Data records

* * * * * * * * *

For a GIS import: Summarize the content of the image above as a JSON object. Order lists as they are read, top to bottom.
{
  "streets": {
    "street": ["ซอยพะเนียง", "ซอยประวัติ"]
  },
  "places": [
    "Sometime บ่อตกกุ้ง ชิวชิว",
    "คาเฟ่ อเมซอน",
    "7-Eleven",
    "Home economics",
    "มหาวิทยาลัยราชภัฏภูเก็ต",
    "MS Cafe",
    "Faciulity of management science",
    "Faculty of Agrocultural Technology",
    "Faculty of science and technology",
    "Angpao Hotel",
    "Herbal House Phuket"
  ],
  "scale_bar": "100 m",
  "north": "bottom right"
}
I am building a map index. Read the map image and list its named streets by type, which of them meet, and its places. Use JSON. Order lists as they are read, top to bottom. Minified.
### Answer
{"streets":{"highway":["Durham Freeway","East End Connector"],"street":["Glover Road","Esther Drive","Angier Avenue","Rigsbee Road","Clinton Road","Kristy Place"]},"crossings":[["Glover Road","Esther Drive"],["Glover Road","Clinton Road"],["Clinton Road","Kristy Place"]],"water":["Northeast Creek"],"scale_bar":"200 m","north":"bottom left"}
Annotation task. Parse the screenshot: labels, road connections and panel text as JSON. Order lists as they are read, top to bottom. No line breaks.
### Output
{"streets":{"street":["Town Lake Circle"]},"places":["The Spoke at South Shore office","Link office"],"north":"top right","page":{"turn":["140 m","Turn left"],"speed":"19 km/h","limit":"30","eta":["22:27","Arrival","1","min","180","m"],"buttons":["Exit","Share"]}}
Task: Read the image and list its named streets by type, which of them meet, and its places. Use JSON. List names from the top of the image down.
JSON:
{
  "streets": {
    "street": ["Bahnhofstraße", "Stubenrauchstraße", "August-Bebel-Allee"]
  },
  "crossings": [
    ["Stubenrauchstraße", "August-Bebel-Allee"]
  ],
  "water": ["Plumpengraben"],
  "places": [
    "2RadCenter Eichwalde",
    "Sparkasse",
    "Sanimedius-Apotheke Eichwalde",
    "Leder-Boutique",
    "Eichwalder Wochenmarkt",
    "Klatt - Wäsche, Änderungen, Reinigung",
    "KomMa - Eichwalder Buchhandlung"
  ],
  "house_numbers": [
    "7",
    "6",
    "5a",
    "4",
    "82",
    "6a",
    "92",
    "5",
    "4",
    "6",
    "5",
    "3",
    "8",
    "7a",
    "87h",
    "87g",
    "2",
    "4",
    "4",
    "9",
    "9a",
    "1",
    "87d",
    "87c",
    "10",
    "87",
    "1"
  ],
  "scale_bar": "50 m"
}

* * * * * * * * *

## Exercise:
Starting at the line with "Annotation task. Parse", restate each line through the end of the records, both ends included, and stop there.

## Written solution:
Annotation task. Parse the screenshot: labels, road connections and panel text as JSON. Order lists as they are read, top to bottom. No line breaks.
### Output
{"streets":{"street":["Town Lake Circle"]},"places":["The Spoke at South Shore office","Link office"],"north":"top right","page":{"turn":["140 m","Turn left"],"speed":"19 km/h","limit":"30","eta":["22:27","Arrival","1","min","180","m"],"buttons":["Exit","Share"]}}
Task: Read the image and list its named streets by type, which of them meet, and its places. Use JSON. List names from the top of the image down.
JSON:
{
  "streets": {
    "street": ["Bahnhofstraße", "Stubenrauchstraße", "August-Bebel-Allee"]
  },
  "crossings": [
    ["Stubenrauchstraße", "August-Bebel-Allee"]
  ],
  "water": ["Plumpengraben"],
  "places": [
    "2RadCenter Eichwalde",
    "Sparkasse",
    "Sanimedius-Apotheke Eichwalde",
    "Leder-Boutique",
    "Eichwalder Wochenmarkt",
    "Klatt - Wäsche, Änderungen, Reinigung",
    "KomMa - Eichwalder Buchhandlung"
  ],
  "house_numbers": [
    "7",
    "6",
    "5a",
    "4",
    "82",
    "6a",
    "92",
    "5",
    "4",
    "6",
    "5",
    "3",
    "8",
    "7a",
    "87h",
    "87g",
    "2",
    "4",
    "4",
    "9",
    "9a",
    "1",
    "87d",
    "87c",
    "10",
    "87",
    "1"
  ],
  "scale_bar": "50 m"
}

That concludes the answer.